Nicola Lisle hears more about Monday’s Britten double bill at the SJE

The logistics of fitting 140 singers and a small orchestra into the performance area at East Oxford’s church of St John the Evangelist might seem a little daunting to some.

But Mel Houldershaw, who is conducting Britten’s St Nicolas and A Ceremony of Carols there next week, is unfazed.

“I think that might be a record!” she chuckles.

“The Oxford Bach Choir came to the SJE and I think they were 120. The Oxford Harmonic Choir also did a concert there, and they’re also about 120.

“The orchestra for St Nicolas is only strings and percussion, so it’s not a full symphony orchestra. So we’ll have percussion on one side, piano on the other and the strings in the middle.”

Mel is used to coping with large forces, having conducted joint concerts with the two East Oxford choirs she formed in the early 90s and various choirs from Oxford’s twin towns, and she revels in the sheer joy of bringing so many musicians together.

For the Britten double bill next week, the East Oxford Community Choir and East Oxford Youth Choir are being joined by the Carl von Ossietzky choir from Bonn, and when we meet to chat about it, Mel is positively bubbling with enthusiasm.

“The wonderful thing about this German choir is that it has children from 10 up to 19, which is their school age, plus their parents and teachers.

“Isn’t that special?
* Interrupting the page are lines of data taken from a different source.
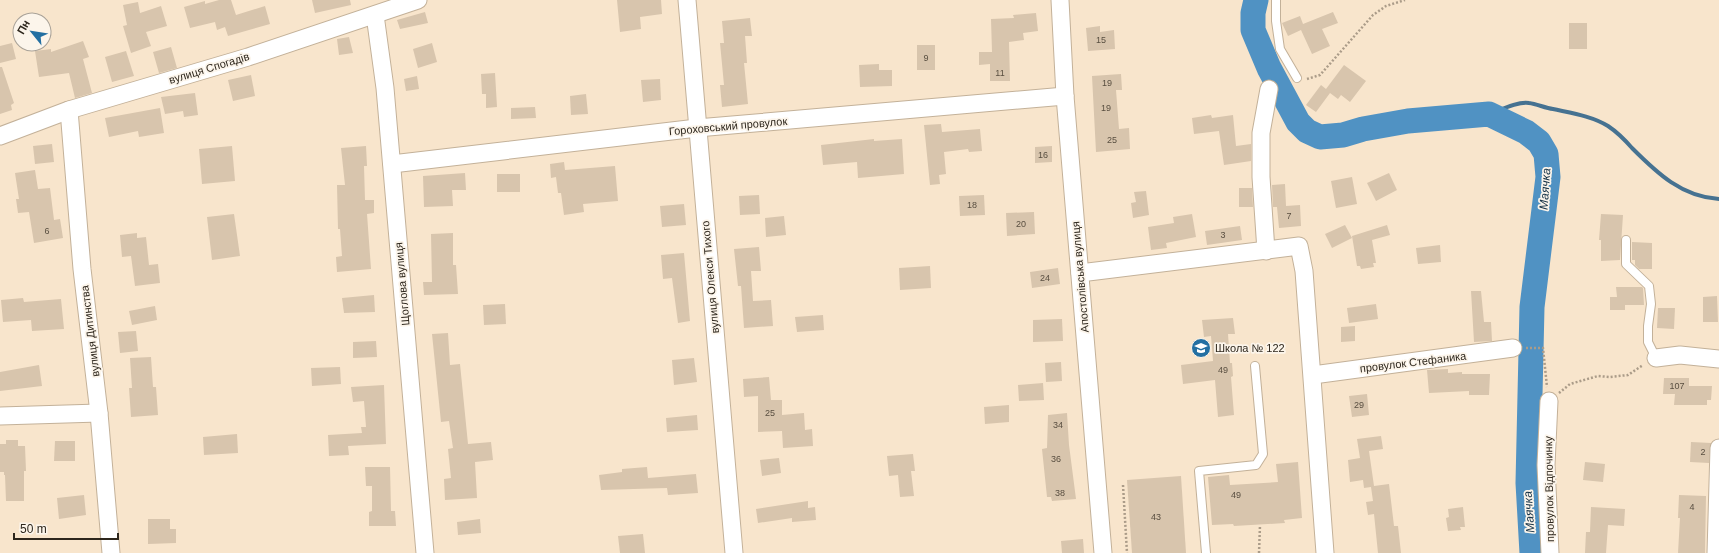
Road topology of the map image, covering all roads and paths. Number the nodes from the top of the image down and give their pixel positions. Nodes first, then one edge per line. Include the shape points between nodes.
1 (418, 0) edge
2 (687, 0) edge
3 (1060, 0) edge
4 (1276, 0) edge
5 (1405, 0) edge
6 (375, 15) junction
7 (1297, 78) joint
8 (1269, 89) dead end
9 (1064, 96) junction
10 (69, 110) junction
11 (697, 128) junction
12 (0, 136) edge
13 (392, 164) junction
14 (1626, 240) dead end
15 (1266, 251) junction
16 (1080, 273) junction
17 (1513, 348) dead end
18 (1543, 348) dead end
19 (1656, 358) junction
20 (1719, 359) edge
21 (1256, 366) dead end
22 (1313, 375) junction
23 (1549, 401) junction
24 (99, 413) junction
25 (0, 416) edge
26 (1719, 448) edge
27 (1123, 485) dead end
28 (1260, 524) dead end
29 (111, 553) edge
30 (425, 553) edge
31 (734, 553) edge
32 (1103, 553) edge
33 (1127, 553) edge
34 (1206, 553) edge
35 (1260, 553) edge
36 (1325, 553) edge
37 (1550, 553) edge
38 (1716, 553) edge

1 - 6 street, вулиця Спогадів
2 - 11 street, вулиця Олекси Тихого
3 - 9 street, Апостолівська вулиця
4 - 7 lane via 1280,48
5 - 7 path via 1386,6 1373,15 1320,75 1307,80
6 - 10 street, вулиця Спогадів via 248,57
6 - 13 street, Щоглова вулиця
8 - 15 street via 1261,133
9 - 11 street, Гороховський провулок
9 - 16 street, Апостолівська вулиця
10 - 12 street, вулиця Спогадів
10 - 24 street, вулиця Дитинства via 82,269
11 - 13 street, Гороховський провулок
11 - 31 street, вулиця Олекси Тихого
13 - 30 street, Щоглова вулиця
14 - 19 lane via 1626,264 1649,286 1651,304 1648,342
15 - 16 street
15 - 22 street via 1300,246
16 - 32 street, Апостолівська вулиця
17 - 22 street, провулок Стефаника
18 - 23 path
19 - 20 street via 1680,355
19 - 23 path via 1628,375 1598,376 1570,384
21 - 34 lane via 1263,454 1256,465 1199,471
22 - 36 street
23 - 37 street, провулок Відпочинку via 1546,465
24 - 25 street
24 - 29 street, вулиця Дитинства
26 - 38 street
27 - 33 path
28 - 35 path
I don’t think you get that very often.

“Last year we went over to Bonn and did Carmina Burana for their 50th anniversary, and they were all very welcoming and looked after us beautifully.

“So it’s one of those wonderful relationships that’s very special in music.”

Britten’s cantata St Nicolas traces the legendary of life of St Nicholas, the Bishop of Myra, Lycia, and was written for amateur performers plus a professional tenor soloist to sing the title role, a professional string quartet and professional percussionists.

The tenor soloist next week is Oxford graduate Robin Whitehouse, who has sung with the East Oxford Community Choir on several previous occasions.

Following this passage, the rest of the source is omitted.